Inleiding tot het recht
Hoofdstuk 1 Het begrip recht
1.1 inleiding
Normaalsysteem = regels voorschriften
Opgelegd door de overheid + handhaaft + controleert + sanctioneert
1.2 recht als geheel van bindende regels
Verschillende soorten regels
1.2.1 Algemeen geldende regels
geldt op het grondgebied in België + rechtssubjecten = juridische persoonlijkheid , iets of iemand die
drager is van rechten en plichten vb. De mens ,instellingen , warenhuizen
algemene geldende regels opgesplitst in 2 subregels
a. Algemene gebodsbepaling
= overheid legt een gebod op aan rechtsubject
vb. Overheid verplicht u om van alle criteria van autoveiligheid te voorzien.
= gebod vaak positief : iemand moet iets doen
= soms negatief : als je het niet doet wodt je gestraft
b. Algemene verbodsbepaling
= overheid legt een verbod op
Vb. 2de huwelijk terwijl het 1ste nog niet ontbonden is.

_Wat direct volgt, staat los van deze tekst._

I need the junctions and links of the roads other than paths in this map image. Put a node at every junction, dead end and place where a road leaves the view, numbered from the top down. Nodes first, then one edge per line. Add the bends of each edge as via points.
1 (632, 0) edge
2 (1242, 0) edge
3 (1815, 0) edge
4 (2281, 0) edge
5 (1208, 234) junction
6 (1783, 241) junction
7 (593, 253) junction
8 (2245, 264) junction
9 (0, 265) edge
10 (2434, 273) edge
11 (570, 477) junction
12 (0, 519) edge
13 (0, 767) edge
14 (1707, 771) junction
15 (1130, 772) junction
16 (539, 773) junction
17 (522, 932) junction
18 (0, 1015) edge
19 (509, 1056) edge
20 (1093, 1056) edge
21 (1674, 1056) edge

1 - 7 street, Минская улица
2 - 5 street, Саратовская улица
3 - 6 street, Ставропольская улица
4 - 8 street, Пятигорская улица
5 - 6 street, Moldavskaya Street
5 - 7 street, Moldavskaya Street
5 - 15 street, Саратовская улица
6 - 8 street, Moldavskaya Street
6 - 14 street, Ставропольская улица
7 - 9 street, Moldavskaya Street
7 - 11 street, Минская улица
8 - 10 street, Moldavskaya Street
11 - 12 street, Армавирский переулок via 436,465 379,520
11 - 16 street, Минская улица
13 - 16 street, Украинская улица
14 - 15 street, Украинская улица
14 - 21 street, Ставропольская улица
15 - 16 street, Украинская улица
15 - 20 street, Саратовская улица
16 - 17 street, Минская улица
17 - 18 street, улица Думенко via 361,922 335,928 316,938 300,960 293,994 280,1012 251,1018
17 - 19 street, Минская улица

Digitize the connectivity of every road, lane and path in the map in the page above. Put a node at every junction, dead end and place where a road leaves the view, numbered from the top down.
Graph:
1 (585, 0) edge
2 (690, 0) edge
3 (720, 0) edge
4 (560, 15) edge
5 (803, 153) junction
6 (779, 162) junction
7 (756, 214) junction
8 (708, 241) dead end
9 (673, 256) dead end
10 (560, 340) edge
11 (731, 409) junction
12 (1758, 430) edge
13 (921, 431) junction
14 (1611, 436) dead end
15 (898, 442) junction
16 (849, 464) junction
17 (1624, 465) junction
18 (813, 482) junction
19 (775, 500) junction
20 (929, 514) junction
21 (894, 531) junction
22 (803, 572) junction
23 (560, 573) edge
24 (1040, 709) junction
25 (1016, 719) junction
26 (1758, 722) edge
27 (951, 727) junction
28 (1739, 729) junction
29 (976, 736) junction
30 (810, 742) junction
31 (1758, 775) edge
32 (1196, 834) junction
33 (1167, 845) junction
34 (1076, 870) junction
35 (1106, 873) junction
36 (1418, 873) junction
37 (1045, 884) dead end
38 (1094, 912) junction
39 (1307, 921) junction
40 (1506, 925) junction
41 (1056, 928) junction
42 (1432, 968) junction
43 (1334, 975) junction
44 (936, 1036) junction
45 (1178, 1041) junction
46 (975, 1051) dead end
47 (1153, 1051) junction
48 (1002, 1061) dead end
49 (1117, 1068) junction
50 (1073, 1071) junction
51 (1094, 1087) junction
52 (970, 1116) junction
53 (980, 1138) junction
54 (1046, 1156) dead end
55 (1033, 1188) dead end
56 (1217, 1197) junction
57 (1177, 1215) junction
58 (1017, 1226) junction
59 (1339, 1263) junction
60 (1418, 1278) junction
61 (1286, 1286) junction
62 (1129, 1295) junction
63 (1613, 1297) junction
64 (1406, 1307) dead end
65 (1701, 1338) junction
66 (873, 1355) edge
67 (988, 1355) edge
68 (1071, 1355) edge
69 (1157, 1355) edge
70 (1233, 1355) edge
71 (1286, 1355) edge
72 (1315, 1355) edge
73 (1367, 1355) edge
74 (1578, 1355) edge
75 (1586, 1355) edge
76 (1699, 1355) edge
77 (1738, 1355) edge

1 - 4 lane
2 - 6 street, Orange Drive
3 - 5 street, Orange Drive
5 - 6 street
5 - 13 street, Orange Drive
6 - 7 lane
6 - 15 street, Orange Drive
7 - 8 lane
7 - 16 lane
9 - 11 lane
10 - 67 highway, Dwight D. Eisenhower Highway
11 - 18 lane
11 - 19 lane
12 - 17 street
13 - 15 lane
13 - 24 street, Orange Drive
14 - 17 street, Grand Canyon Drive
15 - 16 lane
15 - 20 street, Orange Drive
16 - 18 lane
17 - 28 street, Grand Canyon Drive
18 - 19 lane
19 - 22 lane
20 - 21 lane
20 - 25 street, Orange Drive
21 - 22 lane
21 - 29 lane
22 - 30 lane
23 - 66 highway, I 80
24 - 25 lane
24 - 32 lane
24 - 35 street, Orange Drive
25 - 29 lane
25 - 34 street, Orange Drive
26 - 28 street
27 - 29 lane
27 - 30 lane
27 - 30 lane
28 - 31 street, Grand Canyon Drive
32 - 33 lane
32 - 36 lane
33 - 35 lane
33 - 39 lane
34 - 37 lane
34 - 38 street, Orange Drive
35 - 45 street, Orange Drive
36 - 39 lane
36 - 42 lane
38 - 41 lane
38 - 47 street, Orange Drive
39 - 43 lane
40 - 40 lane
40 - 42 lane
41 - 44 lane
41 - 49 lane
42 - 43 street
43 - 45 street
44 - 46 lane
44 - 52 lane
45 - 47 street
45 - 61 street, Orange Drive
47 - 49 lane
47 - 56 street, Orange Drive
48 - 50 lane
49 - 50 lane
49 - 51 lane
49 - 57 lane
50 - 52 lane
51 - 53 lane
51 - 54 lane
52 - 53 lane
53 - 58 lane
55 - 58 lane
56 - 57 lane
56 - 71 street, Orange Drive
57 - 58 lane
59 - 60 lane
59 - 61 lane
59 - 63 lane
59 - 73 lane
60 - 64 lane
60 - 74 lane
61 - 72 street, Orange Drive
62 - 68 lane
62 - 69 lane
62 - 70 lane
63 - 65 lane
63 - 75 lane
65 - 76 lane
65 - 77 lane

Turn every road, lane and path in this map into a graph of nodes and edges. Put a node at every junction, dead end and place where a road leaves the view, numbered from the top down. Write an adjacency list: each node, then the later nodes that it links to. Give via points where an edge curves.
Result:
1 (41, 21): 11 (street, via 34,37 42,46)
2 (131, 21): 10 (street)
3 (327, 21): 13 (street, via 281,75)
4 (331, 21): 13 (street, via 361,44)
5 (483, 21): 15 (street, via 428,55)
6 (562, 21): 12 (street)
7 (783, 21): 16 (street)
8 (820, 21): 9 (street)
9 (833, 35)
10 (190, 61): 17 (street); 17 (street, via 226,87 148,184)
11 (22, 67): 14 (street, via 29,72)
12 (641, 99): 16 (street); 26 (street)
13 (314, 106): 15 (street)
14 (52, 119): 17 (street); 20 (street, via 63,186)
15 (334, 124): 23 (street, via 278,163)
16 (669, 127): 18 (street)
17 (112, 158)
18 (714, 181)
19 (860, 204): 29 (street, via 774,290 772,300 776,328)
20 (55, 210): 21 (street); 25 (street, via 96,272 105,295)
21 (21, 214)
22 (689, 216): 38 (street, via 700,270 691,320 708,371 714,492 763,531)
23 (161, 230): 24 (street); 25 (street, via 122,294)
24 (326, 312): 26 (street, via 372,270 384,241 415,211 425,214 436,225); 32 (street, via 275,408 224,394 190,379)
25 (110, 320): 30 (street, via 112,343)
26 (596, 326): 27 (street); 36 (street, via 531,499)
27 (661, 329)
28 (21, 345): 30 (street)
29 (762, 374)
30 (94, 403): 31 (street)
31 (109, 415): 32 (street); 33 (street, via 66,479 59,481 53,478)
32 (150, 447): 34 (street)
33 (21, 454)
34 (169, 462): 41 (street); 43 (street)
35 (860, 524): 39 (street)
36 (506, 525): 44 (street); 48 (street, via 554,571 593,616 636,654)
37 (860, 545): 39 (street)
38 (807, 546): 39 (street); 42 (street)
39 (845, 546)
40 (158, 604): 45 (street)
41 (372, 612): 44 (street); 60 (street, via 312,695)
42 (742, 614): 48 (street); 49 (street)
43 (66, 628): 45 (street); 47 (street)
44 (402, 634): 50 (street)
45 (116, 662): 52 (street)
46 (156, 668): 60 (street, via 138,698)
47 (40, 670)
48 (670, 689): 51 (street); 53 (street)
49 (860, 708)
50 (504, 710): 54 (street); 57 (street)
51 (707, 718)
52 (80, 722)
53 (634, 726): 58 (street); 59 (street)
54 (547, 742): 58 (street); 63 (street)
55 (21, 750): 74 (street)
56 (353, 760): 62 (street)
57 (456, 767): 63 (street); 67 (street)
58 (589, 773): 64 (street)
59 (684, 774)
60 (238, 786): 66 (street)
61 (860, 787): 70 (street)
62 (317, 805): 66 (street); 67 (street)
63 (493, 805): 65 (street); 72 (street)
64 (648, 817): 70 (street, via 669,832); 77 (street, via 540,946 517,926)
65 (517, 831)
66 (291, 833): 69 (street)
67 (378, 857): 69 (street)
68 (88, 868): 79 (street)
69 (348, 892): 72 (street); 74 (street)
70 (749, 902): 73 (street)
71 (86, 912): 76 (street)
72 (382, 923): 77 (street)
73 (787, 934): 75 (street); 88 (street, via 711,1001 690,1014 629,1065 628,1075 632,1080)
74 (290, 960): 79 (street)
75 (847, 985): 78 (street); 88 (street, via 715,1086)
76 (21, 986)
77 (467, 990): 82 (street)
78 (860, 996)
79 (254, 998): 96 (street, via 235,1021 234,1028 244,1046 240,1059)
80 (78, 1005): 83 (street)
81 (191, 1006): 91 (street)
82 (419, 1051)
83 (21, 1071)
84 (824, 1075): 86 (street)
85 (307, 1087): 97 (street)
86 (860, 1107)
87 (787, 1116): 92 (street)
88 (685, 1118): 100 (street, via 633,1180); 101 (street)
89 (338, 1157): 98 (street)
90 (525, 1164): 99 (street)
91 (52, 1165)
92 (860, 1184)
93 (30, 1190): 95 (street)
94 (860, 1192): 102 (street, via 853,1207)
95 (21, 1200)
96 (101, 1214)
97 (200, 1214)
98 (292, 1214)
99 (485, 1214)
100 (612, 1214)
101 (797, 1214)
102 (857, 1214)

( verbodsbepaling meestal geassocieerd met strafrecht) enige verschil , strafrecht straft maar
vermijd niet.
c. Verlofbepaling
= toelating om iets te doen
Recht geeft je de mogelijkheid om handelingen te stellen
Vb. In een huwelijk mogen beiden partners een echtscheiding aanvragen.
d. belovende regels
= het recht beloofd u iets en de overheid doet z’n best om het waar te maken
Vb. Recht op onderwijs waarbij overheid haar best zal doen om financiel te helpen
1.1.2 regels toepasbaar na keuze
Ondanks het feit dat er een groot aantal regels geschreven zijn , wordt men niet bedrukt door die
regels omdat de regels afhankelijk zijn van een bepaalde keuze in uw leven.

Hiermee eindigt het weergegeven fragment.